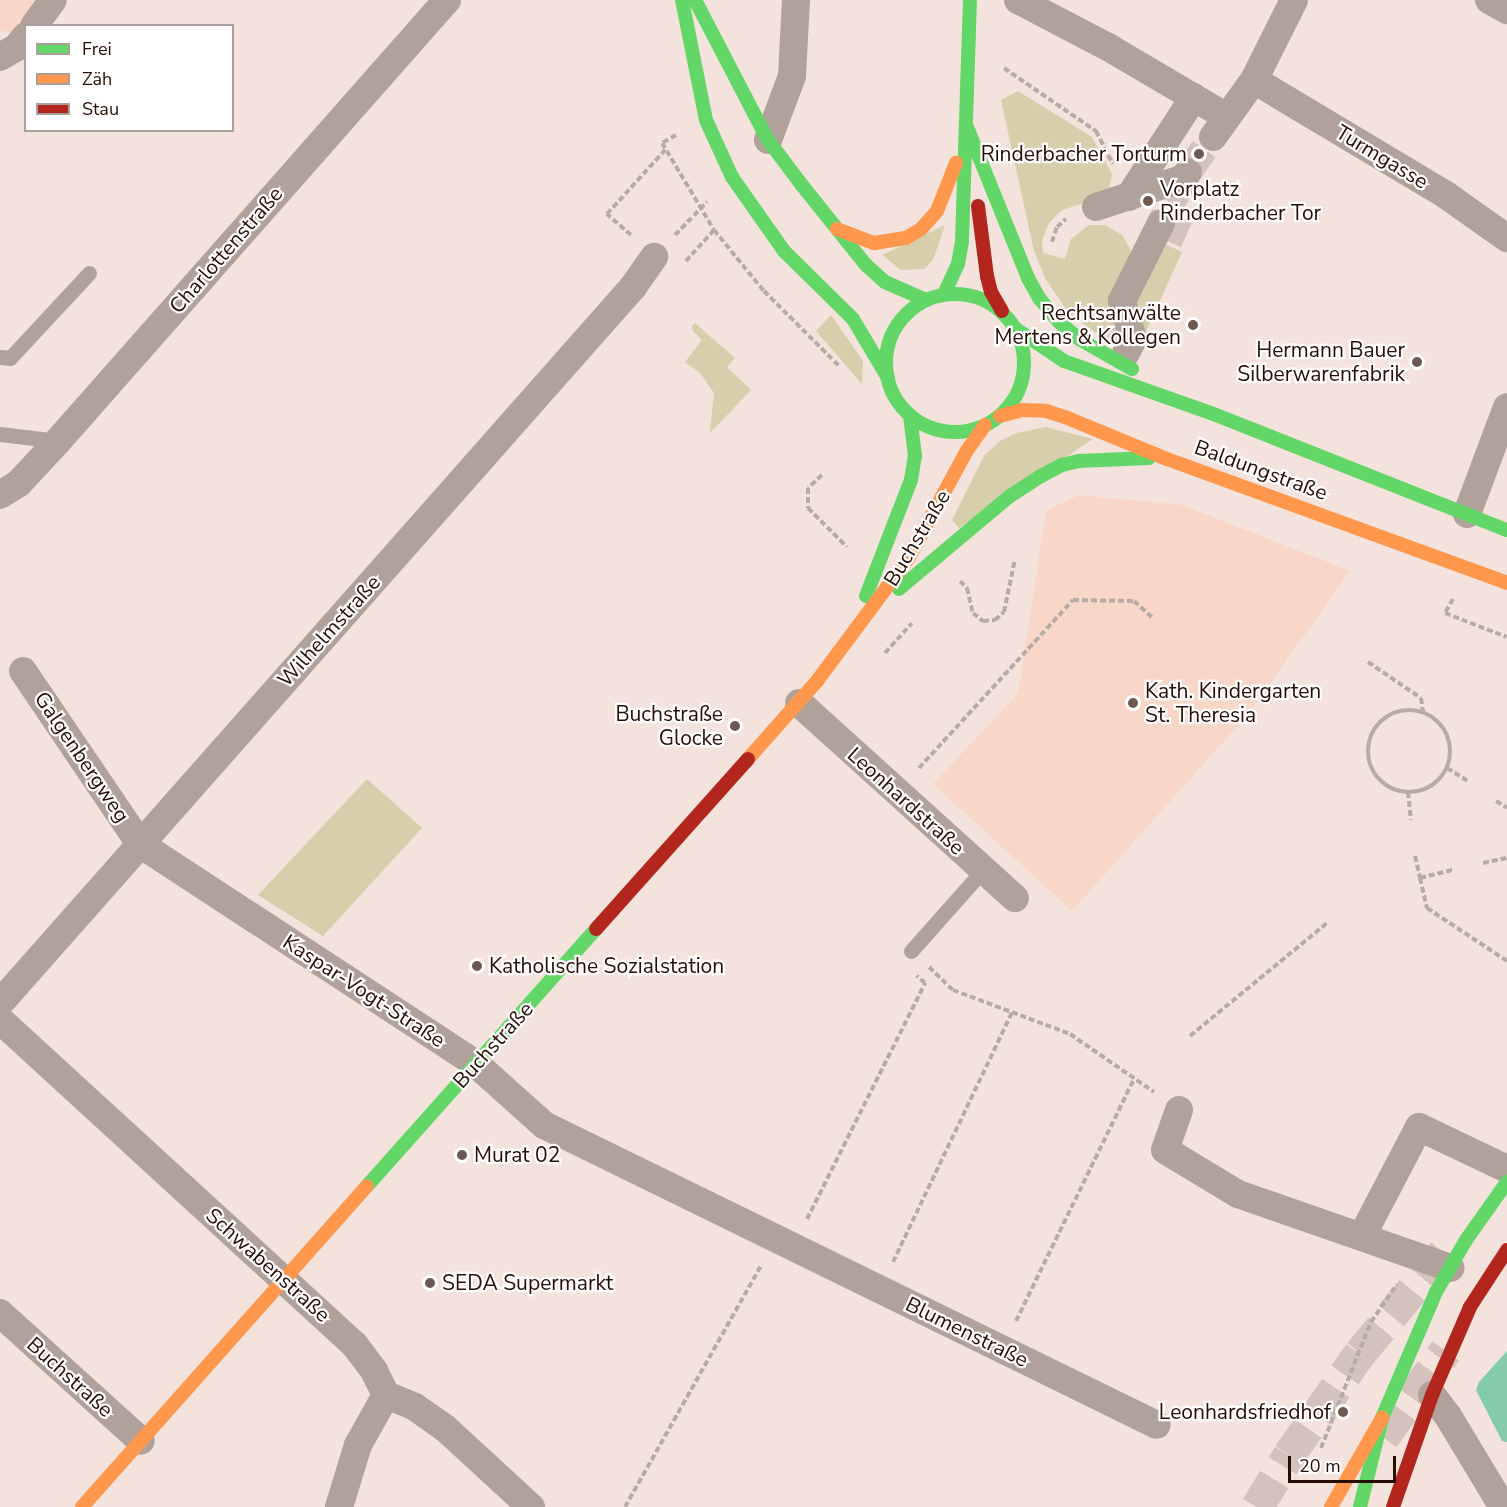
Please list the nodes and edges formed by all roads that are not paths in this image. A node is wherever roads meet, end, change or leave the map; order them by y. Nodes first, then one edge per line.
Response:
1 (53, 0) edge
2 (447, 0) edge
3 (682, 0) edge
4 (695, 0) edge
5 (796, 0) edge
6 (970, 0) edge
7 (1018, 0) edge
8 (1294, 0) edge
9 (1489, 0) edge
10 (1507, 10) edge
11 (35, 24) edge
12 (24, 38) edge
13 (0, 57) edge
14 (1254, 80) junction
15 (1194, 97) junction
16 (967, 127) junction
17 (768, 140) junction
18 (1188, 172) tunnel mouth
19 (1129, 197) junction
20 (1096, 207) dead end
21 (837, 229) junction
22 (1507, 238) edge
23 (654, 257) road end
24 (89, 273) dead end
25 (944, 294) junction
26 (926, 300) junction
27 (1002, 311) junction
28 (1016, 329) junction
29 (1126, 353) dead end
30 (0, 357) edge
31 (888, 378) junction
32 (1507, 407) edge
33 (1211, 414) junction
34 (910, 415) junction
35 (1000, 416) junction
36 (985, 425) junction
37 (0, 434) edge
38 (58, 441) junction
39 (1167, 459) junction
40 (0, 495) edge
41 (1467, 514) junction
42 (1507, 530) edge
43 (1507, 583) edge
44 (866, 618) junction
45 (843, 648) junction
46 (23, 671) dead end
47 (799, 703) junction
48 (140, 844) junction
49 (983, 870) junction
50 (1015, 898) dead end
51 (911, 951) road end
52 (0, 1003) edge
53 (0, 1020) edge
54 (476, 1064) junction
55 (1179, 1110) road end
56 (1507, 1169) edge
57 (1507, 1182) edge
58 (1362, 1236) junction
59 (784, 1243) joint
60 (1507, 1250) edge
61 (1450, 1268) junction
62 (284, 1280) junction
63 (0, 1312) edge
64 (386, 1395) junction
65 (1432, 1395) junction
66 (1382, 1418) junction
67 (1157, 1425) dead end
68 (141, 1441) junction
69 (1499, 1499) edge
70 (82, 1507) edge
71 (339, 1507) edge
72 (531, 1507) edge
73 (1331, 1507) edge
74 (1360, 1507) edge
75 (1394, 1507) edge

1 - 11 street
2 - 38 street, Charlottenstraße
3 - 31 main road
4 - 17 main road
5 - 17 street
6 - 16 main road
7 - 15 street
8 - 14 street
9 - 10 street
12 - 13 street
14 - 15 street
14 - 22 street, Turmgasse
15 - 19 street
16 - 21 main road
16 - 25 main road
16 - 27 main road
16 - 33 main road
17 - 21 main road
18 - 19 street
19 - 20 street
19 - 29 street
21 - 26 main road
23 - 48 street, Wilhelmstraße
24 - 30 lane
25 - 26 main road
25 - 27 main road
26 - 31 main road
27 - 28 main road
28 - 33 main road, Baldungstraße
28 - 35 main road
31 - 34 main road
32 - 41 street
33 - 41 main road, Baldungstraße
34 - 36 main road
34 - 45 main road, Buchstraße
35 - 36 main road
35 - 39 main road, Baldungstraße
36 - 44 main road, Buchstraße
37 - 38 lane
38 - 40 street, Charlottenstraße
39 - 43 main road, Baldungstraße
39 - 44 main road
41 - 42 main road, Baldungstraße
44 - 45 main road, Buchstraße
45 - 47 main road, Buchstraße
46 - 48 street, Galgenbergweg
47 - 49 street, Leonhardstraße
47 - 54 main road, Buchstraße
48 - 52 street, Wilhelmstraße
48 - 54 street, Kaspar-Vogt-Straße
49 - 50 street, Leonhardstraße
49 - 51 lane
53 - 62 street, Schwabenstraße
54 - 59 street, Kaspar-Vogt-Straße
54 - 62 main road, Buchstraße
55 - 58 street
56 - 58 street
57 - 61 main road
58 - 61 street
59 - 67 street, Blumenstraße
60 - 65 main road
61 - 66 main road
62 - 64 street, Schwabenstraße
62 - 68 main road, Buchstraße
63 - 68 street, Buchstraße
64 - 71 street
64 - 72 street
65 - 69 street
65 - 75 main road
66 - 73 main road
66 - 74 main road
68 - 70 main road, Buchstraße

★ ★ ★ ★

Your objective: Whenever a line in the material above holds the string "Wilhelmstraße", copy that line in full.

The completed task:
23 - 48 street, Wilhelmstraße
48 - 52 street, Wilhelmstraße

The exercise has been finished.